This seems ironic, given that when the BBC tried to show The Simpsons, the cleverest, funniest, mainstream TV show ever, in the prime time slot it obviously deserves, they pulled it after a couple of weeks when the oh-so-clever British audience, who do understand irony, preferred to watch Sabrina The Teenage Witch.

Downstairs in a cellar at the BBC is kept the international unit of sitcom season length. It is made of solid brass and was put in place in 1078 by William the Conqueror in case somebody invented TV

Britain likes to think it makes the best comedy programmes in the world, and the rest of the world politely encourages us to believe this obvious fallacy, which is based on the fact that at some time in the 1970s the BBC produced 12 whole episodes of Fawlty Towers, before everyone involved got a bit tired and gave up. Twelve episodes is some way short of the usual 22 week runs that most popular American sitcoms achieve regularly, even Saved By The Bell, the College Years.

the BBC heads of comedy say that the reason we can't compete internationally, and make seasons of 22, the accepted international unit of the sitcom, is because we don't have teams of writers. And if you asked individual or pairs of writers to write seasons of more than six they wouldn't be able to do it.

Of course, three years back, when I and my writing partner asked this man if we could do a series of eight rather than six, so that after a couple of years we'd have the number of shows that would be saleable to America they still said no. And after a period of negotiation, it seemed to me that the reason why they said no was "because we just make six, that's all. that's what we do."

Historically, Britain has invented and set international standards of measurement. Thanks to John Harrison, time begins at and is measured from a straight line on the floor outside Greenwich Obervatory. In Trafalgar Square, there's a bronze fixture called the National Yard, the unit of measurement of length against which all yards all over the world must be measured.

And downstairs in a cellar at the BBC is the international unit of sitcom season length. It is made of solid brass and was put in place by William The Conqueror, who declared that in the event of the television being invented at some point in the future, the correct number of shows would be six, no matter how much extra funding the BBC could get to pay for teams of writers if it made them in a saleable chunk.

British sitcoms at present could not sustain long runs anyway because all the characters are shallow caricatures, even in Ab Fab. Put Jennifer Saunders and June Whitfield alongside the more well-defined Friends characters in a Friends Go To London episode and they would look like infant school children who've raided the dressing-up box, somehow appearing alongside a bunch of top-notch 1970s Martin Scorcese actors. And British writers get paid so badly in comparison with all the American ones that there's no reason for anyone to sweat any blood over writing sitcoms over here. In America, a really clever graduate from university might carve out a more lucrative career as a comedy writer than as a lawyer or a doctor.
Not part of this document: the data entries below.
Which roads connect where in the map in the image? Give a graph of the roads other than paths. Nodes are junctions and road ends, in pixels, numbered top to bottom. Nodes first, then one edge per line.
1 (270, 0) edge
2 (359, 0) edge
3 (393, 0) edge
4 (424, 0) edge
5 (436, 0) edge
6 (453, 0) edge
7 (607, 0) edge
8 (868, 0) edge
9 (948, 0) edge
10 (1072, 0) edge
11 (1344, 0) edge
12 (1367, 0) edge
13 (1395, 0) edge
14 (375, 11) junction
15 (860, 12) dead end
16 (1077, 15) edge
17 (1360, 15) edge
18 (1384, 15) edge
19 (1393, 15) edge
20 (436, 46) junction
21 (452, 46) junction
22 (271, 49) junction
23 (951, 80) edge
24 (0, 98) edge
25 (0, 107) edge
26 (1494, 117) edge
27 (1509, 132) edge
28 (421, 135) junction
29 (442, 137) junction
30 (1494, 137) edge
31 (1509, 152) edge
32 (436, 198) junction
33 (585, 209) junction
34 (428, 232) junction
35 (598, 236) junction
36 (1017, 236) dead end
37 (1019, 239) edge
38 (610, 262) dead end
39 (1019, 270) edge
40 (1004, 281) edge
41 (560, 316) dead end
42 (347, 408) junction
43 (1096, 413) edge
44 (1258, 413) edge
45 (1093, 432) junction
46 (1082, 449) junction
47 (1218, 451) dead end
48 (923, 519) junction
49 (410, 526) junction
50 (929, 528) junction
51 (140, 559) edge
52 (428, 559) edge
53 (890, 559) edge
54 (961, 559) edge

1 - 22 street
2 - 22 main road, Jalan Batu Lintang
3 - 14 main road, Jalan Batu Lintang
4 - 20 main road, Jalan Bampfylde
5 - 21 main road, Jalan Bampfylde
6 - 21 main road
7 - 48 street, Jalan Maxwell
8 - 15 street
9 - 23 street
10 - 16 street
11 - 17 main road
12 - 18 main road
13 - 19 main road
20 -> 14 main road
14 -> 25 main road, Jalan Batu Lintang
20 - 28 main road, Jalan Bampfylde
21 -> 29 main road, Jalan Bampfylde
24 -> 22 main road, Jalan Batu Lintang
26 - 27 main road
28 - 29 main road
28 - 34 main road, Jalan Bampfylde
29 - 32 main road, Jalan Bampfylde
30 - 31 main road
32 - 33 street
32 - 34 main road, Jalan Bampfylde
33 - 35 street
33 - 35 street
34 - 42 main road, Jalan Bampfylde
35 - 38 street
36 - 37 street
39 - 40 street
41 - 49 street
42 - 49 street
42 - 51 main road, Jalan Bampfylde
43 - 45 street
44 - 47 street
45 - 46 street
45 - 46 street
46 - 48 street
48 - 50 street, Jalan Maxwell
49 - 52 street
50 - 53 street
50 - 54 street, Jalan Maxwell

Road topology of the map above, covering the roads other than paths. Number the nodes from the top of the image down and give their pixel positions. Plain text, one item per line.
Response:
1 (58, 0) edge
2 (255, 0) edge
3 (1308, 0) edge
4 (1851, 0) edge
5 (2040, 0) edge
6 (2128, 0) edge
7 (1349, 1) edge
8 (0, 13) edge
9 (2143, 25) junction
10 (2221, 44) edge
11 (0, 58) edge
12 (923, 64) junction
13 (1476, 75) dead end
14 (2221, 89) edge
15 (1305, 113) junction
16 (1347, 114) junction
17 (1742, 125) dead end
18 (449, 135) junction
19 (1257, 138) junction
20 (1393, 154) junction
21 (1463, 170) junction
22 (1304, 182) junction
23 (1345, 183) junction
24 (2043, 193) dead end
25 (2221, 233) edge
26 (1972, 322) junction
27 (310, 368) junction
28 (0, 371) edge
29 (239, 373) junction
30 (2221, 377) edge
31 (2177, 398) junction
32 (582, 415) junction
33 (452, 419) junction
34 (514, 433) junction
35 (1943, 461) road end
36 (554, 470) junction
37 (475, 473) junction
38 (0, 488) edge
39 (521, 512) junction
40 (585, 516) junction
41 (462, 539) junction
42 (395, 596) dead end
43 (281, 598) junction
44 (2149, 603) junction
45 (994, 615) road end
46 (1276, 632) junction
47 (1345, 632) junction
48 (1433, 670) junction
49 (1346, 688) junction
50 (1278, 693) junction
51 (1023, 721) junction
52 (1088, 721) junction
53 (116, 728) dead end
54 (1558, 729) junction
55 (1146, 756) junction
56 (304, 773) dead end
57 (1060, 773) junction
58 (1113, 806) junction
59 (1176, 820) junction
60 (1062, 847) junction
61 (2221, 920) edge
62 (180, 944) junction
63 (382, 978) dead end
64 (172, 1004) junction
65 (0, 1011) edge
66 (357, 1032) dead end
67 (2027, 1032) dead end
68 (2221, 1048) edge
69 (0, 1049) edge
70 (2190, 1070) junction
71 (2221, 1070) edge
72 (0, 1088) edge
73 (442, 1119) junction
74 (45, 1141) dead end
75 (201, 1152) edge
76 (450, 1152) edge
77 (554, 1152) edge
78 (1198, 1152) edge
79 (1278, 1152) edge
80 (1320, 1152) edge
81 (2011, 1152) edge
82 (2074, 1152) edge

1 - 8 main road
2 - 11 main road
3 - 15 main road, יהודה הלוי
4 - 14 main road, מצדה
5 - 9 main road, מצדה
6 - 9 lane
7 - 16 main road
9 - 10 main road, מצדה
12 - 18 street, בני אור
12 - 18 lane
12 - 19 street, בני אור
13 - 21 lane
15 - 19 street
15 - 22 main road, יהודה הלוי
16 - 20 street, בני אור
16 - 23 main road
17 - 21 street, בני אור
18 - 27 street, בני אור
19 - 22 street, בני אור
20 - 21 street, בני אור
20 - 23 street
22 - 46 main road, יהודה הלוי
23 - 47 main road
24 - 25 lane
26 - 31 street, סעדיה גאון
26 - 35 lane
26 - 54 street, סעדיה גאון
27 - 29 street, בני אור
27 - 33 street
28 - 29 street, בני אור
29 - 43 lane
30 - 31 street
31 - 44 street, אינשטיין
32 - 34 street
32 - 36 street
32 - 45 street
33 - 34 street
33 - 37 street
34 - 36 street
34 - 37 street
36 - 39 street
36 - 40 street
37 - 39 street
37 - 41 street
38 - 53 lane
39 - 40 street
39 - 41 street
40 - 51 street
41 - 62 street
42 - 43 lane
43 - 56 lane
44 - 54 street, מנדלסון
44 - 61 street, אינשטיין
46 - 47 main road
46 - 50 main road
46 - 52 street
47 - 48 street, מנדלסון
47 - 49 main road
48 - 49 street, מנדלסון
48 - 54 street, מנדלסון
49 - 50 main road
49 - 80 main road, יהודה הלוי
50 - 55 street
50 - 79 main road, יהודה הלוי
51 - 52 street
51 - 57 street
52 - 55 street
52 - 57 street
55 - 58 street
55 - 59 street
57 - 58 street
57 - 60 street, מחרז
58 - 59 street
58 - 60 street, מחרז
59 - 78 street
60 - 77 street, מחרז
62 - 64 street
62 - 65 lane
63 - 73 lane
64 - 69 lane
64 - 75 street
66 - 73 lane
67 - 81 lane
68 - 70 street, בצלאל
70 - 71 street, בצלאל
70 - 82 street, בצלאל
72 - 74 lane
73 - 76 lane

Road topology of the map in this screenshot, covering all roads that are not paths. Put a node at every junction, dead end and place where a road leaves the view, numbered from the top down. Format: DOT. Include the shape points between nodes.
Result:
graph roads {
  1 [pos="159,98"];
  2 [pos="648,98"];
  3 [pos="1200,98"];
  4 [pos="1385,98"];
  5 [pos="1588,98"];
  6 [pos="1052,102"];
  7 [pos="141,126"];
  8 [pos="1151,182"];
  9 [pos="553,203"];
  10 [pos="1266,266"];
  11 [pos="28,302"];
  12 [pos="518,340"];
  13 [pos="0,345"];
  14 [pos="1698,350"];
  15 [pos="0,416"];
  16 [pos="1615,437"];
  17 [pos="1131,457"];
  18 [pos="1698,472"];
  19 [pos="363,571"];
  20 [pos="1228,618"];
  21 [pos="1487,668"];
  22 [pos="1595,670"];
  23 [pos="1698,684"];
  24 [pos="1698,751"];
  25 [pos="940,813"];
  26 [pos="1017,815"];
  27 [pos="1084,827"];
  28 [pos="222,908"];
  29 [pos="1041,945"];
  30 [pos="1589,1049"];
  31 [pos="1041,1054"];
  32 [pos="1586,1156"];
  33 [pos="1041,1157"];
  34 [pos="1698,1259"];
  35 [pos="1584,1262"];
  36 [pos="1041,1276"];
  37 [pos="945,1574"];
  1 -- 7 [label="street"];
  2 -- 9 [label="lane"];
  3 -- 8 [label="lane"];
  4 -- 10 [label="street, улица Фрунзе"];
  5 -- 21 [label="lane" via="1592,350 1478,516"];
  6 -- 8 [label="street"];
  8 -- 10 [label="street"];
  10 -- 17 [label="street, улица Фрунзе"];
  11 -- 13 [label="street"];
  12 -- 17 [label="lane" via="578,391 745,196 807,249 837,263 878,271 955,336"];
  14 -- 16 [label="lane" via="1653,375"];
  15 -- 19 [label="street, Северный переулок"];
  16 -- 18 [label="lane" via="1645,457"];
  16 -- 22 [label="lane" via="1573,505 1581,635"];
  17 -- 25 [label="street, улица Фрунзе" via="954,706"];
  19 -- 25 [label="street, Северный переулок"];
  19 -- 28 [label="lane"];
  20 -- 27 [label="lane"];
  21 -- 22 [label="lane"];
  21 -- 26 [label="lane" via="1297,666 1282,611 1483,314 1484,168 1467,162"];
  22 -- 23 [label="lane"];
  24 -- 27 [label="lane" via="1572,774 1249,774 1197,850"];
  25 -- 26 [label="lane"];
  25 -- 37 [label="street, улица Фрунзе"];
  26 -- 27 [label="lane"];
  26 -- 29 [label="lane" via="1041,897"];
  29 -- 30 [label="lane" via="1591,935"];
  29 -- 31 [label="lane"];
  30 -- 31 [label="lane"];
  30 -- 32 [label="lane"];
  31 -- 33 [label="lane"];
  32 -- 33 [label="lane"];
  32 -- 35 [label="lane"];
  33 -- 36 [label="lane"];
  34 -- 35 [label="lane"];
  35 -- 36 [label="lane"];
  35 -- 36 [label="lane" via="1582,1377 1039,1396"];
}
Here, those who can't do, those who can't teach, and those who can't even teach, might try their hand at writing topical jokes about the news for a BBC radio weekly satire show with the hope of progressing in a few years to writing bits for a BBC TV comedy that will only run for six shows anyway.

So I made all these points to the assembled mass, set within a few cheap jokes about Ben Elton's face, a display of a toy radio-controlled Bob Hope, and some slides of volcanic eruptions in Iceland, just to provide a respite from my opinions for anyone who didn't agree with them. And I ended up with a little story about the Native American clowns of the Hopi and Navaho tribes, who used vicious and scatological physical comedy as a safety valve to ensure the ongoing peace of their societies. And the response I got was terrific. Particularly to the slides of volcanoes.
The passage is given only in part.